In my early days learning FORTRAN IV, the goto was an important part of the language and many of the important modern structures were not yet universally mainstream. The resulting code could indeed lead to a degree of complexity which would be hard to analyse.

High level languages were meant to be more abstracted than machine languages, and you would have thought manually encoding the structure this way was a failure in this regard. If that sounds like a strong argument against goto, then, well, it is.

However, things have moved on since then, and the alternatives are not always better. In fact the goto is still there in spirit every time we use the switch statement in c-type languages, as it is all but a specialised goto. This explains why you then need to end each part with a break statement.

Modern languages tend to restrict the use of goto to minimise the damage it could do in the past. In particular, you can’t just arbitrarily goto anywhere, but it must be within the limits of the current block, and only to labelled, not numbered, locations.

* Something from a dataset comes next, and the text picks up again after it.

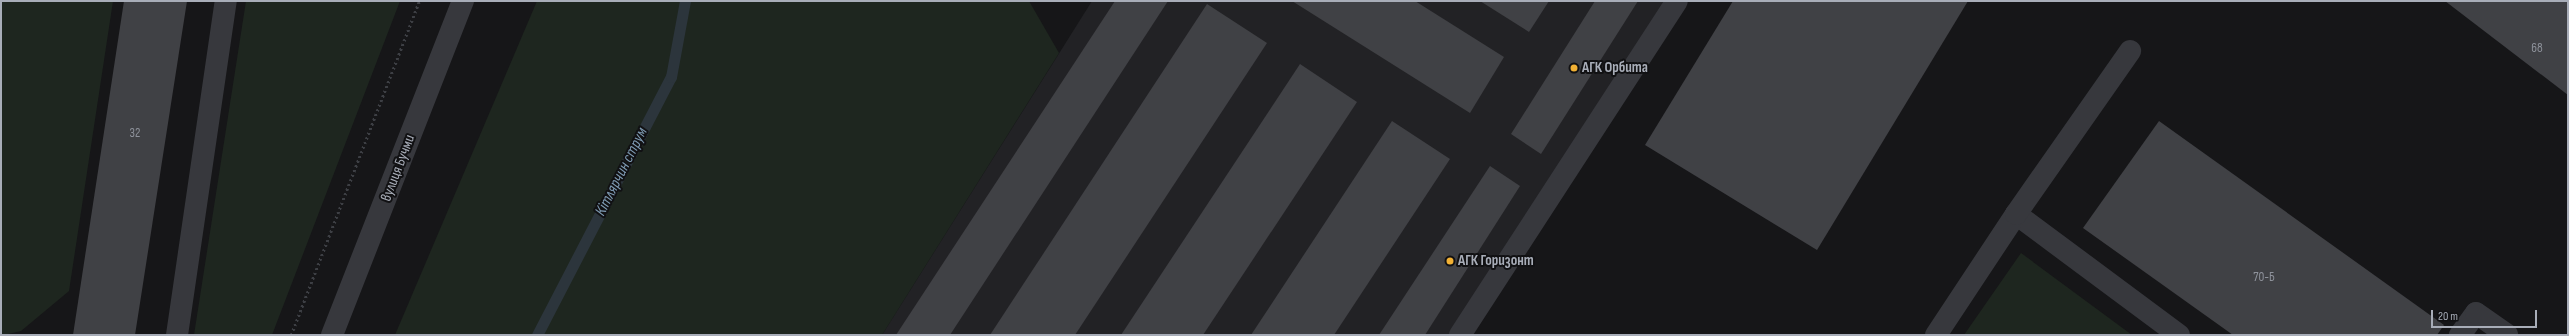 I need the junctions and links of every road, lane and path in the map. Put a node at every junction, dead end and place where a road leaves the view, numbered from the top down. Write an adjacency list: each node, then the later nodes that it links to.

If you add further self-imposed restrictions such as only going forward, or only using it in certain circumstances, it can certainly be used in an orderly manner.

For example:

  • You can exit a function early with a return statement or a loop early with either continue or break. There is no standard early exit for an if block, but a goto to a label after the block will do nicely.

  • For testing and trouble-shooting, it may be useful to skip earlier parts of the code and go straight to the section in question. Wrapping these earlier parts inside an if block simply to skip them is counter-intuitive and unnecessary.

The point is, every programming structure has its pitfalls and can be abused. goto has possibly been more abused than the others. However, there is still a case for using it in well-controlled circumstances, as it can help make the code easier to follow.

So yes, there is value in teaching goto.

As regards flow charts, I think that they remain the most obvious way of visualising a process. The fact that they are used so often in non-technical contexts attests to this. When teaching programming I often end up drawing arrows all over the structures.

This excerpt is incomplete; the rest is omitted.